§ **ASSIGNMENT**
Should a line below contain the word "nodes", report it.

§ **DATA PROVIDED**
══════════

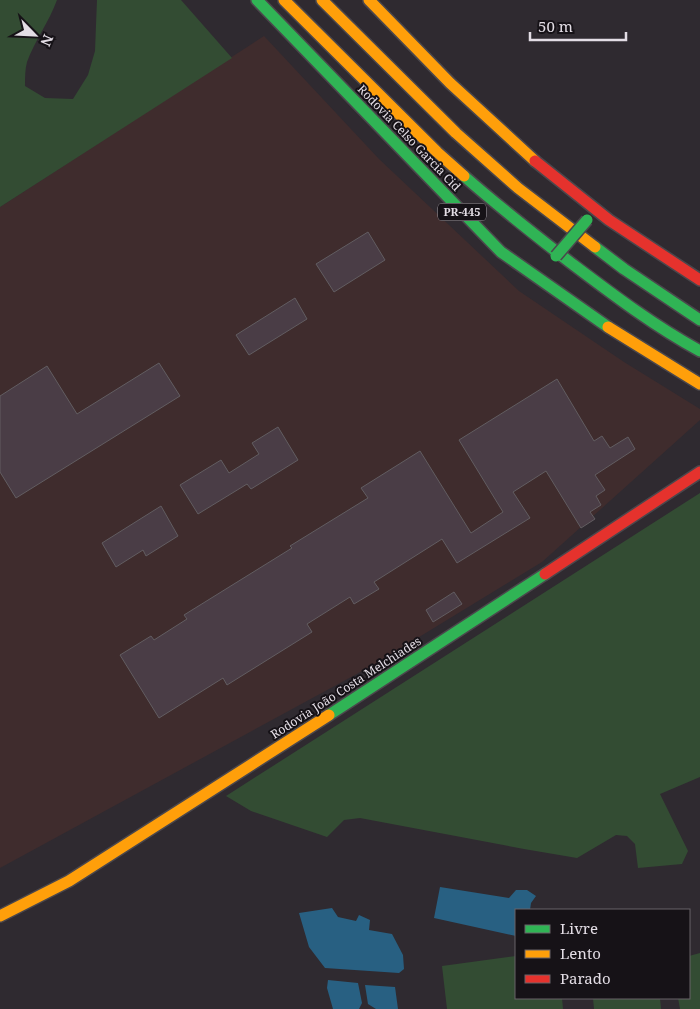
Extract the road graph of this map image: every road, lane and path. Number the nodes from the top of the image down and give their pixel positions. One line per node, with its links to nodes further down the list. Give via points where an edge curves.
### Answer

══════════

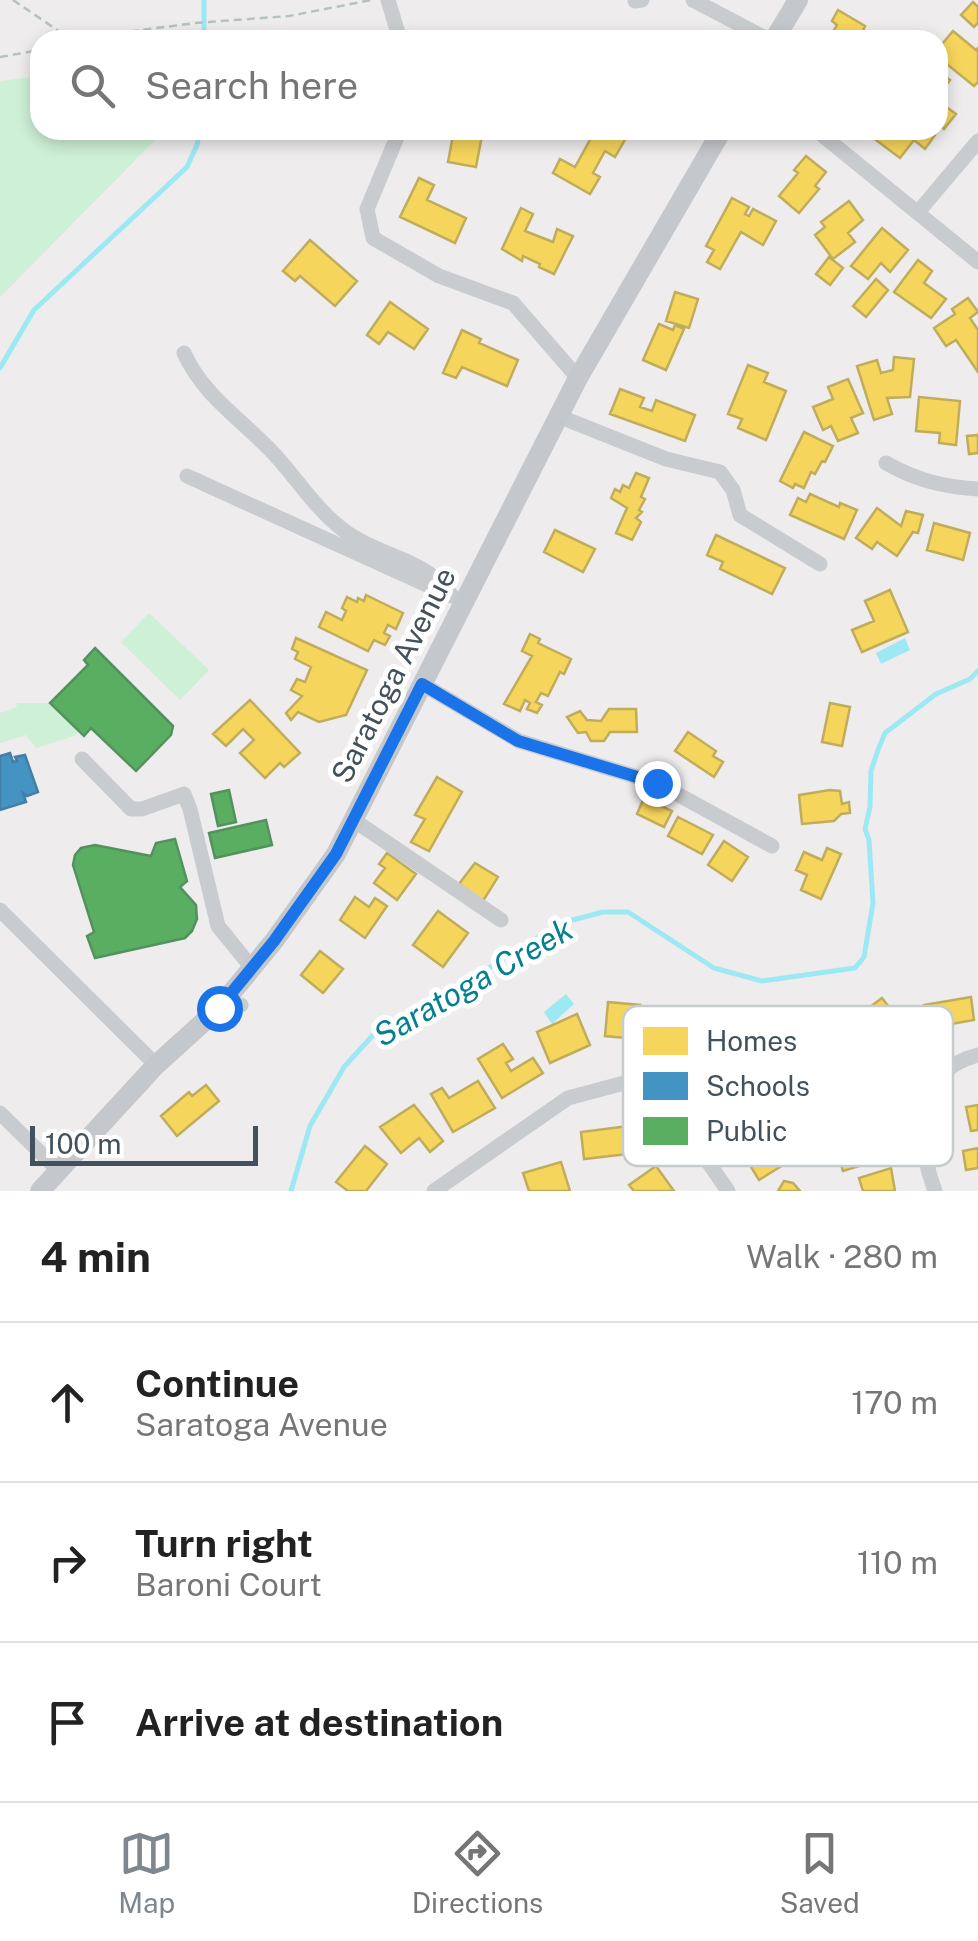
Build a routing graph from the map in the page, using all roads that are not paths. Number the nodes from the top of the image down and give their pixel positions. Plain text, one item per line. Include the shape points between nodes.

══════════

§ **FINISHED EXERCISE**
Extract the road graph of this map image: every road, lane and path. Number the nodes from the top of the image down and give their pixel positions. One line per node, with its links to nodes further down the list. Give via points where an edge curves.
Build a routing graph from the map in the page, using all roads that are not paths. Number the nodes from the top of the image down and give their pixel positions. Plain text, one item per line. Include the shape points between nodes.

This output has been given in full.